[Exercise description] Wherever an image appears in the data, omit it and copy all the remaining text word for word.

-.-.-

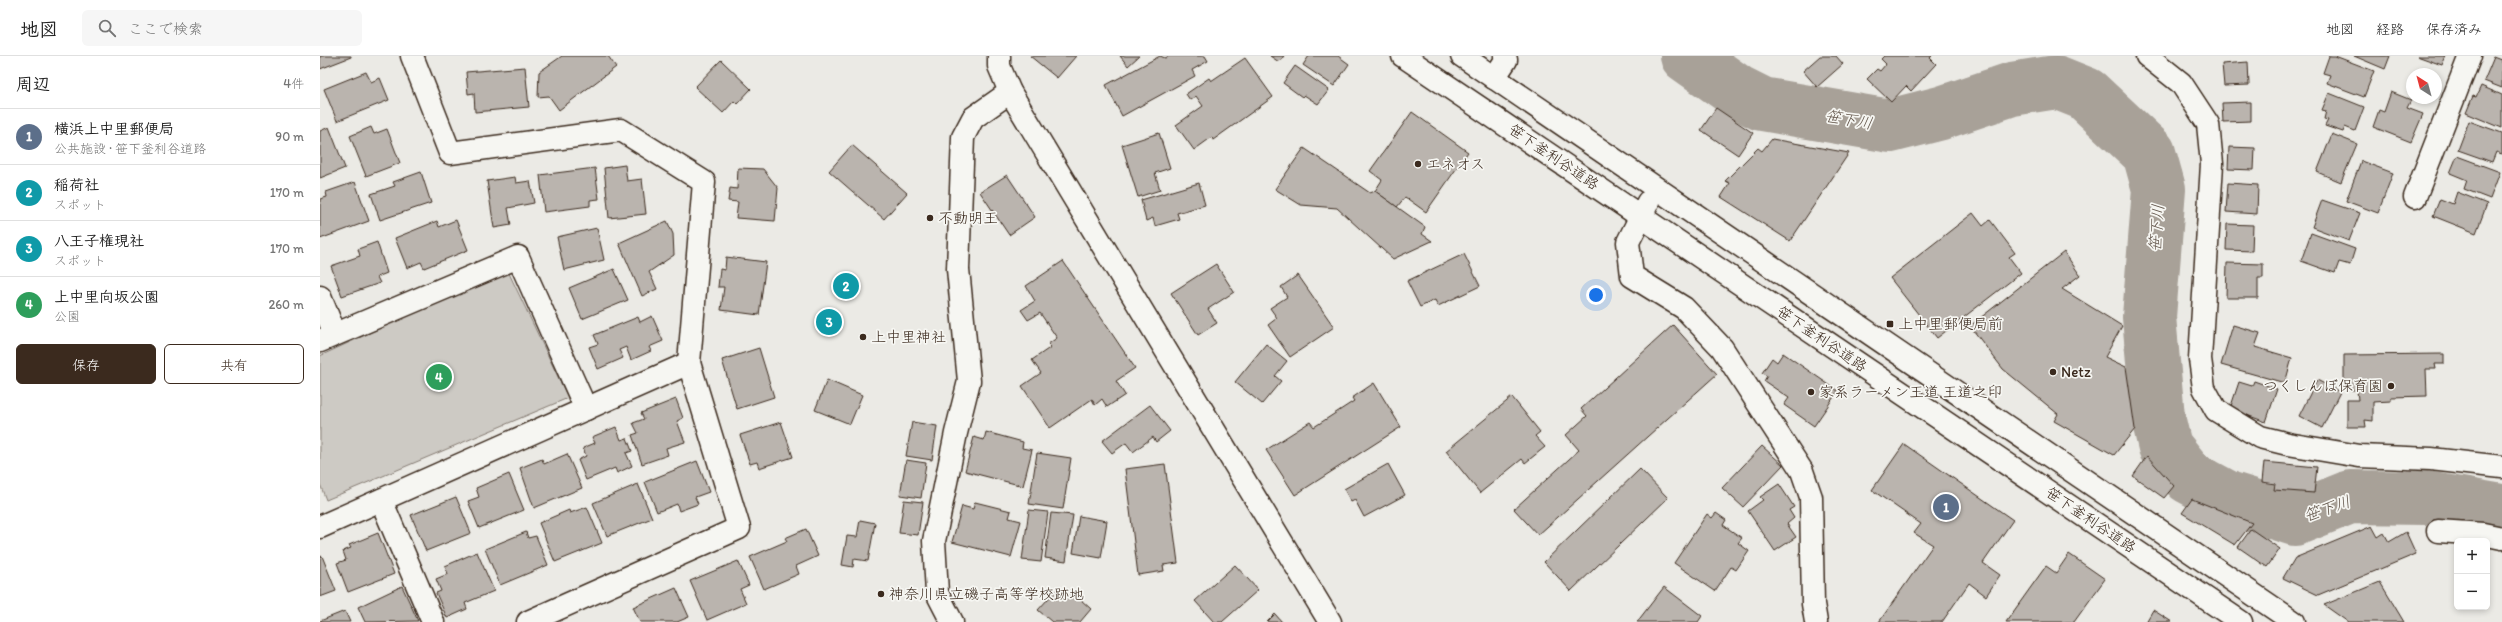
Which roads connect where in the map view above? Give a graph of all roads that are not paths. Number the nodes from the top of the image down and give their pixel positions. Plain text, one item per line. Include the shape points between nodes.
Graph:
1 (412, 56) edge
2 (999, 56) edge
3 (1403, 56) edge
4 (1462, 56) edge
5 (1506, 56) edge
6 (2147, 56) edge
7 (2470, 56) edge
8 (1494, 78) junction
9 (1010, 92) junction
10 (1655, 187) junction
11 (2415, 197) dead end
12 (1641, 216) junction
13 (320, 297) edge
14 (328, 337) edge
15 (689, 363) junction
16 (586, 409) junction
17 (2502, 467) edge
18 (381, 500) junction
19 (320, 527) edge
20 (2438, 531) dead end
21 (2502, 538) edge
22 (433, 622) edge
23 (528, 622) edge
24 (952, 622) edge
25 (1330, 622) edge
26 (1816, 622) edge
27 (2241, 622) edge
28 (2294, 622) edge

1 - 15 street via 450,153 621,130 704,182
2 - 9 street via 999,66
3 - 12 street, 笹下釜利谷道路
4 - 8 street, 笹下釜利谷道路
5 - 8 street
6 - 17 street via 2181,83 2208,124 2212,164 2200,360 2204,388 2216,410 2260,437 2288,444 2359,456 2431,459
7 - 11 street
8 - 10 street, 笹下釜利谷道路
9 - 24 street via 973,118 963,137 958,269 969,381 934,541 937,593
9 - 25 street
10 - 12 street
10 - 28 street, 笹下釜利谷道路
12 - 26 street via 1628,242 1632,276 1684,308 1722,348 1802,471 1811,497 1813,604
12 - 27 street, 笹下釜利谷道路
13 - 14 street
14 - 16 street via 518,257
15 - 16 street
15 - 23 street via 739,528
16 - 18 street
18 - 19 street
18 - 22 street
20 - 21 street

-.-.-

[Answer to this exercise]
Which roads connect where in the map view above? Give a graph of all roads that are not paths. Number the nodes from the top of the image down and give their pixel positions. Plain text, one item per line. Include the shape points between nodes.
Graph:
1 (412, 56) edge
2 (999, 56) edge
3 (1403, 56) edge
4 (1462, 56) edge
5 (1506, 56) edge
6 (2147, 56) edge
7 (2470, 56) edge
8 (1494, 78) junction
9 (1010, 92) junction
10 (1655, 187) junction
11 (2415, 197) dead end
12 (1641, 216) junction
13 (320, 297) edge
14 (328, 337) edge
15 (689, 363) junction
16 (586, 409) junction
17 (2502, 467) edge
18 (381, 500) junction
19 (320, 527) edge
20 (2438, 531) dead end
21 (2502, 538) edge
22 (433, 622) edge
23 (528, 622) edge
24 (952, 622) edge
25 (1330, 622) edge
26 (1816, 622) edge
27 (2241, 622) edge
28 (2294, 622) edge

1 - 15 street via 450,153 621,130 704,182
2 - 9 street via 999,66
3 - 12 street, 笹下釜利谷道路
4 - 8 street, 笹下釜利谷道路
5 - 8 street
6 - 17 street via 2181,83 2208,124 2212,164 2200,360 2204,388 2216,410 2260,437 2288,444 2359,456 2431,459
7 - 11 street
8 - 10 street, 笹下釜利谷道路
9 - 24 street via 973,118 963,137 958,269 969,381 934,541 937,593
9 - 25 street
10 - 12 street
10 - 28 street, 笹下釜利谷道路
12 - 26 street via 1628,242 1632,276 1684,308 1722,348 1802,471 1811,497 1813,604
12 - 27 street, 笹下釜利谷道路
13 - 14 street
14 - 16 street via 518,257
15 - 16 street
15 - 23 street via 739,528
16 - 18 street
18 - 19 street
18 - 22 street
20 - 21 street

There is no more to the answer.